Pioneering DJ David Mancuso gave club culture a multi-racial, polysexual makeover

Pioneering DJ, fanatical sound purist and cornerstone of New York City’s early club culture, David Mancuso set the template for the perfect get-down with his parties at The Loft in the 1970s. Following his death this week, Joe Muggs argues that Mancuso’s way of doing things has never been bettered.

I was born in 1974, about the time David Mancuso’s vision was really starting to make waves beyond his little corner of New York. His Loft parties did, of course, change so many things, but by the time I reached my late teens and went clubbing for the first time, he was all but forgotten. We knew about Frankie Knuckles, naturally, and we knew that Larry Levan was revered by older clubbers – but anyone who predate those foundational figures seemed lost in the mists of time. In the early ‘90s, “disco” meant kitsch: flares-and-afro-wigs student nights, with only the likes of Rose Royce-sampling S’Express hinting that it meant more.

My breakthrough to understanding club culture’s “ancient history” came through discovering a Brighton club called Mufflewuffle. They not only had a sophisticated, radically eclectic sound and an ultra-diverse, well-turned-out crowd, but they were totally plugged into the world of Nuphonic, DJ Harvey and Idjut Boys. In other words, they were flying the flag for Mancuso’s ideals in the post-rave era. Disco, I learned, didn’t mean one tempo or one rhythm – it could expand to include anything from any continent and any era, so long as it contributed to the magic of the party atmosphere. It also became clear that the inclusiveness of rave  didn’t begin with a magic pill in 1988, or whatever year zero people chose to impose, but was part of a continuous living culture going back to the end of the ‘60s.

Finding out more has been an ongoing process. I read Bill Brewster and Tim Lawrence, and found out more about how Mancuso had taken hippie counterculture, given it a multi-racial, polysexual makeover and a dose of New York grit, and created the blueprint for the club underground that is still with us today. Something that has musical and technological refinement, respect for past and present, and above all a love of the process and people at its heart.

Going back in time like this never felt like a retro process, because the more I discovered, the more I realized that Mancuso’s way of doing things has never been superseded, never been bettered. That’s not to undervalue any subsequent innovations: whether it’s jungle or club, handbag or dubstep, each new movement has provided a new set of perspectives on what nightlife and musical immersion can mean. But parties modeled on the Loft have never stopped being a particular and special place to be, not because they hark back to a golden age, but because they are right in the here and now.

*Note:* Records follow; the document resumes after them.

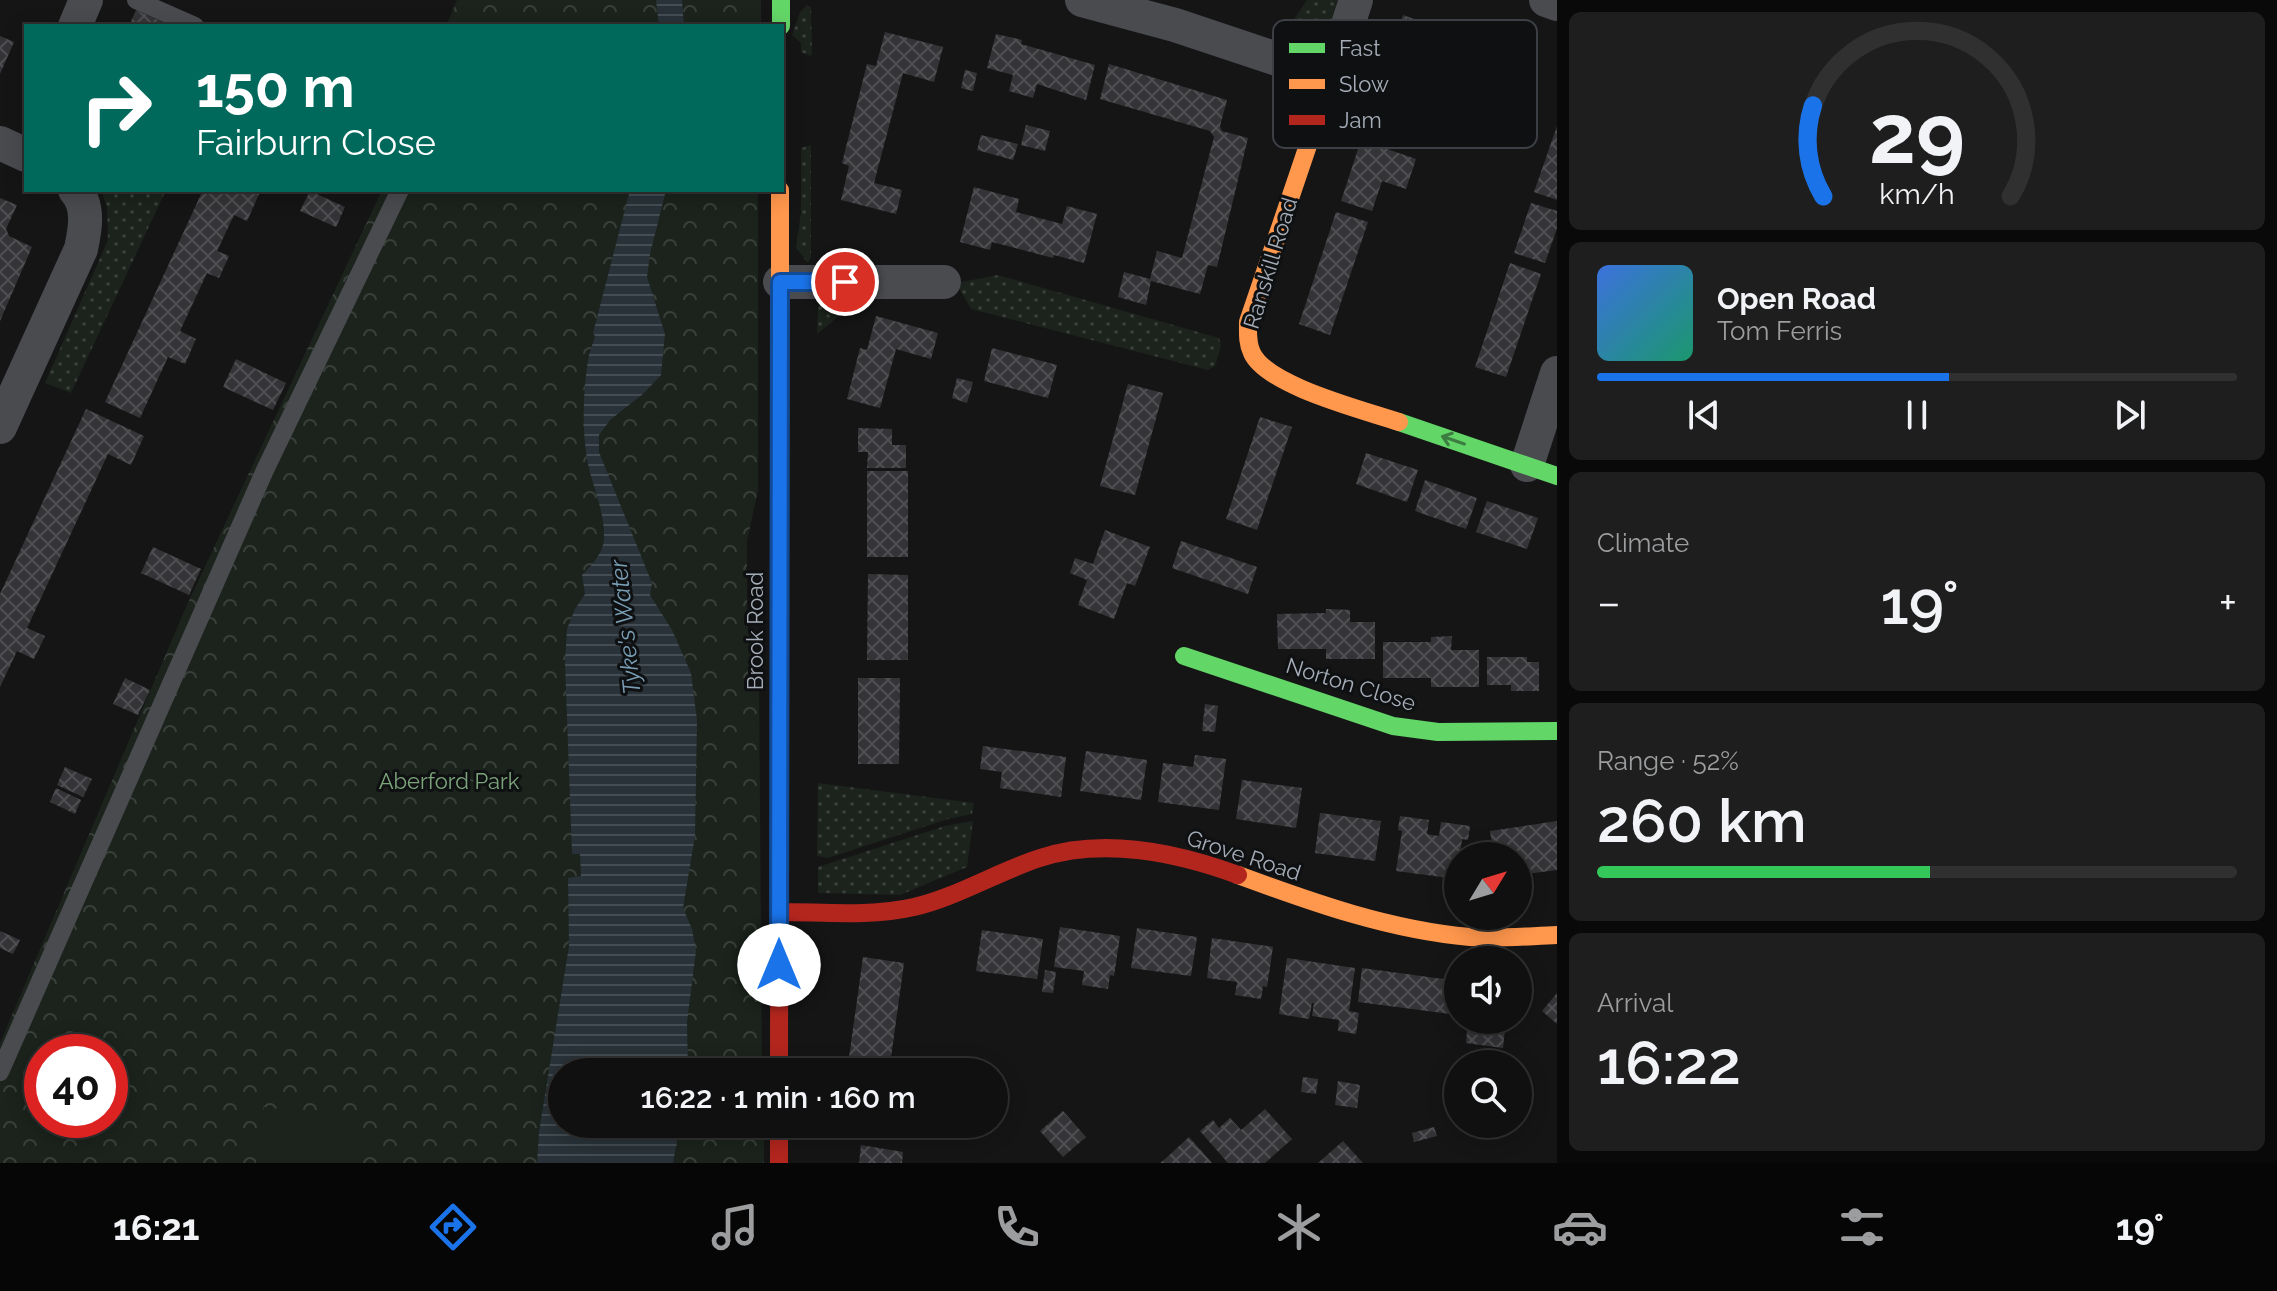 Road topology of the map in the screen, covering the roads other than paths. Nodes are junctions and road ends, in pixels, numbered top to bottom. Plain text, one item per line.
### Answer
1 (86, 0) edge
2 (136, 0) edge
3 (781, 0) edge
4 (1082, 0) edge
5 (1356, 0) edge
6 (1546, 0) edge
7 (1557, 4) edge
8 (1349, 20) edge
9 (76, 24) edge
10 (190, 24) edge
11 (781, 24) edge
12 (1273, 58) edge
13 (1307, 148) edge
14 (77, 192) edge
15 (399, 192) edge
16 (780, 192) edge
17 (780, 282) junction
18 (944, 282) dead end
19 (1557, 373) edge
20 (0, 427) edge
21 (1542, 470) edge
22 (1184, 656) dead end
23 (1557, 731) edge
24 (779, 912) junction
25 (1557, 935) edge
26 (779, 1058) edge
27 (0, 1072) edge
28 (779, 1138) edge
29 (779, 1163) edge

1 - 9 street
2 - 10 lane
3 - 11 street
4 - 12 street
5 - 8 street
6 - 7 street
21 -> 13 street, Ranskill Road
14 - 20 street
15 - 27 lane
16 - 17 street, Brook Road
17 - 18 street
17 - 24 street, Brook Road
19 - 21 street, Ranskill Road
22 - 23 street, Norton Close
24 - 25 street, Grove Road
24 - 26 street, Brook Road
28 - 29 street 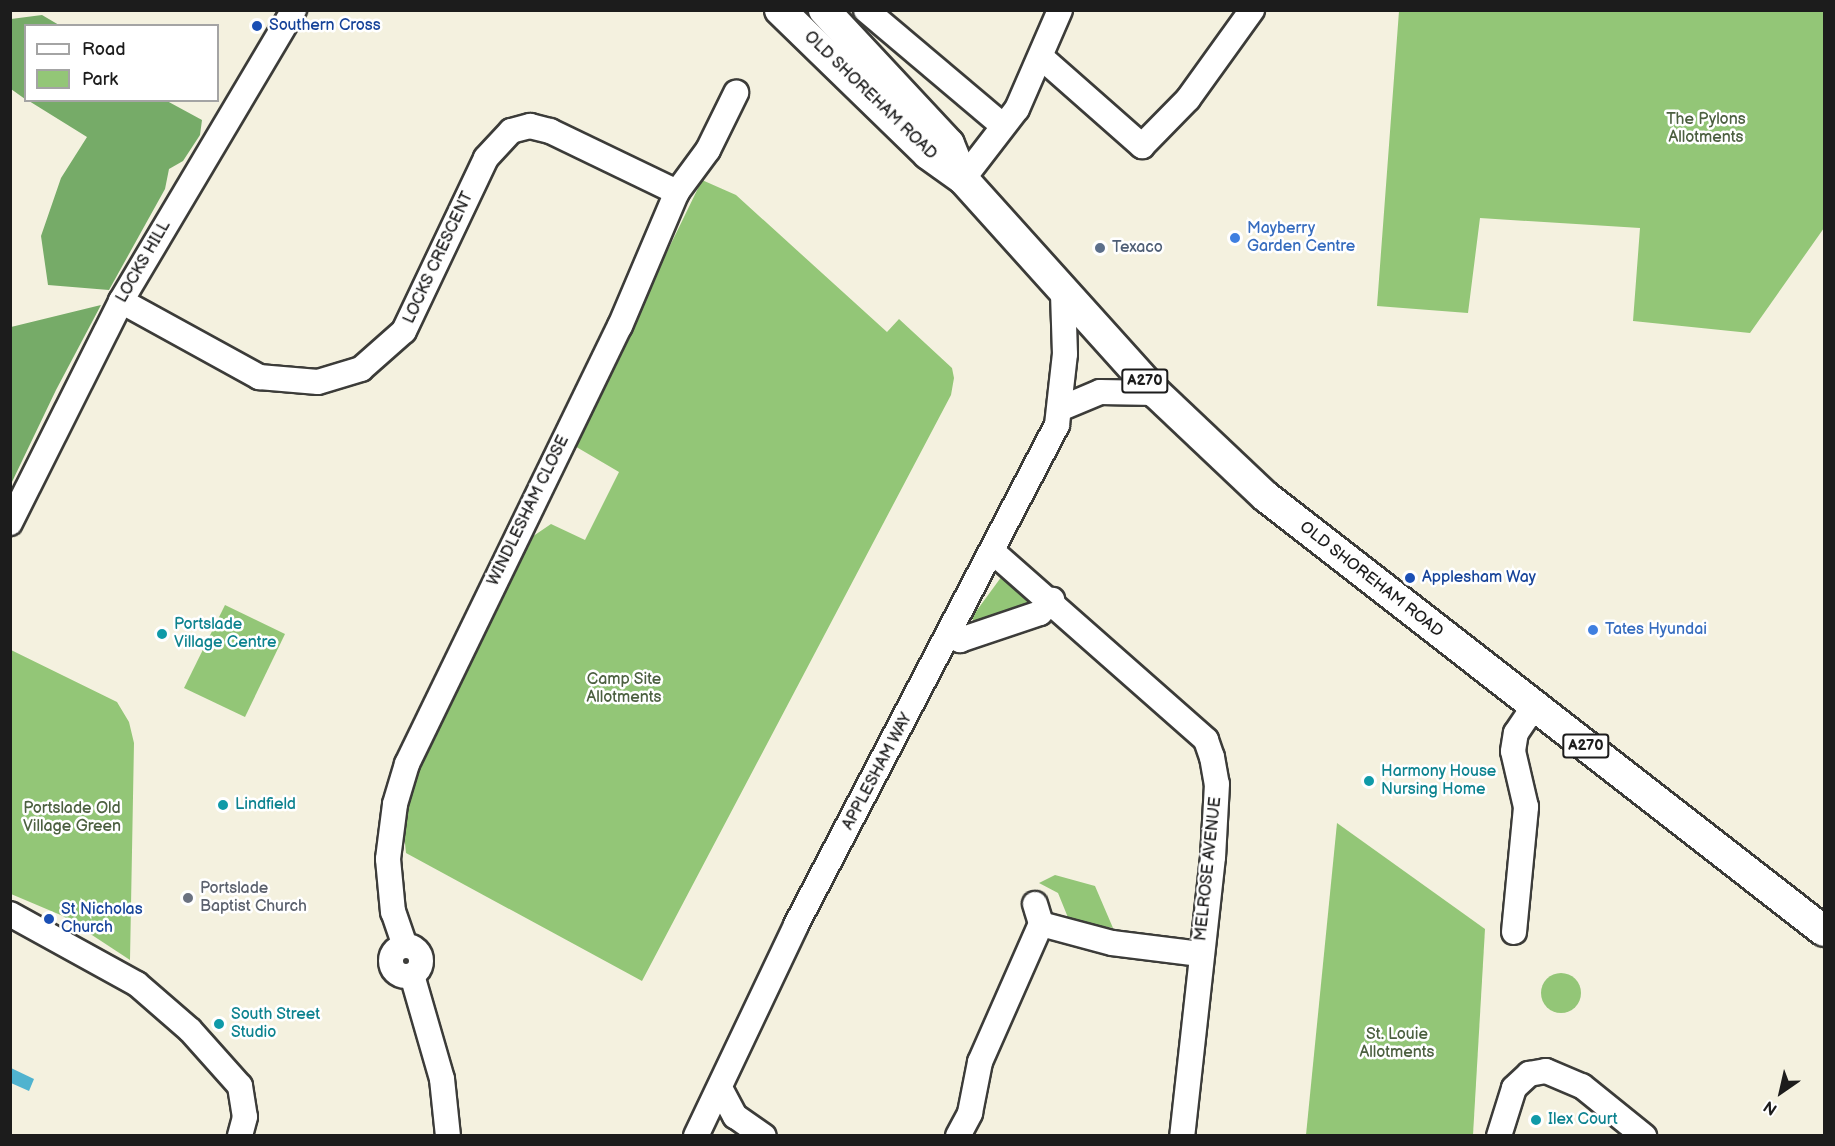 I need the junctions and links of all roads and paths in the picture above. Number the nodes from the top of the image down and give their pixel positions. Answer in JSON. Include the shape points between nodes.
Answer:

It’s to my shame – and now eternal regret – that I never went to any of the ongoing Loft parties when they happened in London, let alone in New York. Likewise, I feel sad never to have met or interviewed Mancuso himself. I think I imagined, because of the continued vitality of the parties, that he’d just keep on keeping on. But having met Colleen “Cosmo” Murphy and Tim Lawrence, who worked with Mancuso to make them happen, and knowing many more people who went and got involved, I have no doubt that the electric spirit of the first parties in Mancuso’s own actual loft was still present and correct. And the more I continue to learn about the legacy, the more I see it everywhere – not just in laid-back, tripped-out disco parties, but all around.

It was no surprise, just to give one example, to learn about Mala developing a close connection to Mancuso’s colleague and friend François Kevorkian: DMZ and The Loft may have been very different in context and delivery, but there were certain core principles – a welcoming attitude, a respect for the physics of sound – that meant they really were only one degree of separation removed. The spirit of Mancuso and The Loft not only remains as valid and vital as it ever was, but is woven into so much that is beloved in our culture right now. Late ‘60s, early ‘70s New York was a broken and dangerous place, but in dark times Mancuso blew up balloons, fired up his beautiful sound system, and announced that Love Saves the Day. We need that message more than ever now, and thankfully the tools that Mancuso created are all available to us right now.